What the task asks>
Your answer should consist of each line below that includes the word "road".

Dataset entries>
·····

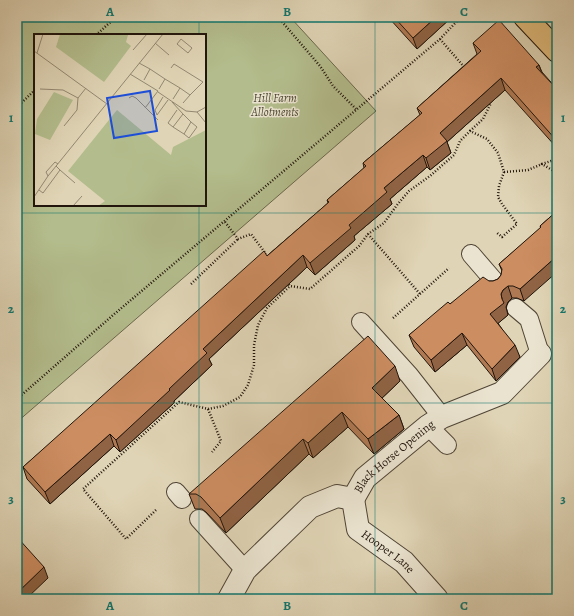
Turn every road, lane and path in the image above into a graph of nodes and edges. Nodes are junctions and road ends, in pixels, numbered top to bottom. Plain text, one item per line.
1 (116, 17) edge
2 (278, 17) edge
3 (461, 17) edge
4 (525, 17) edge
5 (97, 34) edge
6 (440, 39) junction
7 (557, 51) edge
8 (469, 73) edge
9 (34, 91) edge
10 (487, 97) edge
11 (17, 107) edge
12 (356, 109) junction
13 (470, 131) junction
14 (557, 159) edge
15 (542, 164) junction
16 (504, 172) junction
17 (557, 173) edge
18 (225, 222) junction
19 (496, 232) dead end
20 (368, 234) junction
21 (238, 239) junction
22 (471, 254) dead end
23 (268, 257) edge
24 (452, 266) dead end
25 (286, 280) edge
26 (496, 282) edge
27 (191, 284) dead end
28 (290, 286) junction
29 (420, 294) junction
30 (516, 308) dead end
31 (361, 322) dead end
32 (373, 336) junction
33 (540, 354) joint
34 (17, 399) edge
35 (208, 409) junction
36 (435, 421) junction
37 (447, 446) dead end
38 (212, 452) dead end
39 (353, 499) junction
40 (156, 510) dead end
41 (199, 519) dead end
42 (245, 570) junction
43 (229, 599) edge
44 (437, 599) edge

1 - 5 path
2 - 12 path
3 - 6 path
4 - 7 main road
6 - 8 path
6 - 12 path
9 - 11 path
10 - 13 path
12 - 18 path
13 - 16 path
13 - 20 path
14 - 15 path
15 - 16 path
15 - 17 path
16 - 19 path
18 - 21 path
18 - 34 path
20 - 28 path
20 - 29 path
21 - 23 path
21 - 27 path
22 - 26 lane
24 - 29 path
25 - 28 path
28 - 35 path
29 - 32 path
30 - 33 lane
31 - 32 lane
32 - 36 lane
33 - 36 street, Black Horse Opening
35 - 38 path
35 - 40 path
36 - 37 lane
36 - 39 street, Black Horse Opening
39 - 42 street, Black Horse Opening
39 - 44 street, Hooper Lane
41 - 42 lane
42 - 43 street, Black Horse Opening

·····

Exercise answer>
Turn every road, lane and path in the image above into a graph of nodes and edges. Nodes are junctions and road ends, in pixels, numbered top to bottom. Plain text, one item per line.
4 - 7 main road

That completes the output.